View Postredmond007, on 29 November 2011 - 03:12 PM, said:

You might look into plugins like Addictive Drums that generate midi drum patterns that can be edited and manipulated, not to mention they sound better than the loops that come stock with GB. I've also played around with midi drum loops you can purchase from companies like Groove Monkey, which are fairly cheap.

Honestly, the best advice I could give someone about midi drum loops is that the key to having interesting, complex patterns with well placed fills that suit your song is to layer multiple drum parts. Take 10 tracks of just drums, use automation, use audio loops on some tracks, play some by hand using a midi controller (usually the fills). The more work you put into it the better your results will be.


Again...thanks everyone for your feedback. Much appreciated!

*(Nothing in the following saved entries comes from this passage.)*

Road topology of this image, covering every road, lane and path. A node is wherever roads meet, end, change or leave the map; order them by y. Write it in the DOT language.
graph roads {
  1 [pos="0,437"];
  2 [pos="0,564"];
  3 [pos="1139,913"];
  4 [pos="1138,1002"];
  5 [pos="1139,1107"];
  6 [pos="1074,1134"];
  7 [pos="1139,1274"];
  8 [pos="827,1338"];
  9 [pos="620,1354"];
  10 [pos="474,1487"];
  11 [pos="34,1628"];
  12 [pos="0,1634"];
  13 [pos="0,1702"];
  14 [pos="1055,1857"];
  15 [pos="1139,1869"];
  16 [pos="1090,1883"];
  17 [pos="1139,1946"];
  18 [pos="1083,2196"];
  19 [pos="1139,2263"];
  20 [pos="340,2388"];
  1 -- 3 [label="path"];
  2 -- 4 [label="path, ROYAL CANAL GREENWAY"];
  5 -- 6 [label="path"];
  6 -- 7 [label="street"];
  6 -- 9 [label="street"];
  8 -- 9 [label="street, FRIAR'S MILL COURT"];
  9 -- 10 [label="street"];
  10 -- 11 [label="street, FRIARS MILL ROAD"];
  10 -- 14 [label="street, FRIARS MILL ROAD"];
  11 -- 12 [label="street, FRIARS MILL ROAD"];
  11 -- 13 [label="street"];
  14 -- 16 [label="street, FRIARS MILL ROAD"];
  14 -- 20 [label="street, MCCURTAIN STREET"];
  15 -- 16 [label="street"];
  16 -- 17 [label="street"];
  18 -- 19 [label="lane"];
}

Redmon007...thanks for the tip on layering drum tracks. I do that with guitar tracks often and oddly enough, I hadn't even thought about doing it with drum tracks. I guess sometimes I have so many tracks it gets a bit unwieldy for me :-) But I need to do a better job of managing tracks anyway. I'm a pack rat when it comes to the # of tracks in a project, which can lead to problems once you reach a certain threshold. Also, I'm going to start learning and using automation. Thanks for mentioning automation.

Lastly. Can anyone highly recommend a cheap midi device for drums? I should probably start a new thread for that question, but just thought I'd ask. I'm still wavering between the BIAB concept and a midi controller. Tough decision when you're on a budget and can't do both. Meanwhile, I have 2 nice mic's and some odds and ends for more organic percussion creativity :-)

PS: If it matters for the midi controller, I use the Apogee Duet as my interface into GB. 2 mic & 2 lineins.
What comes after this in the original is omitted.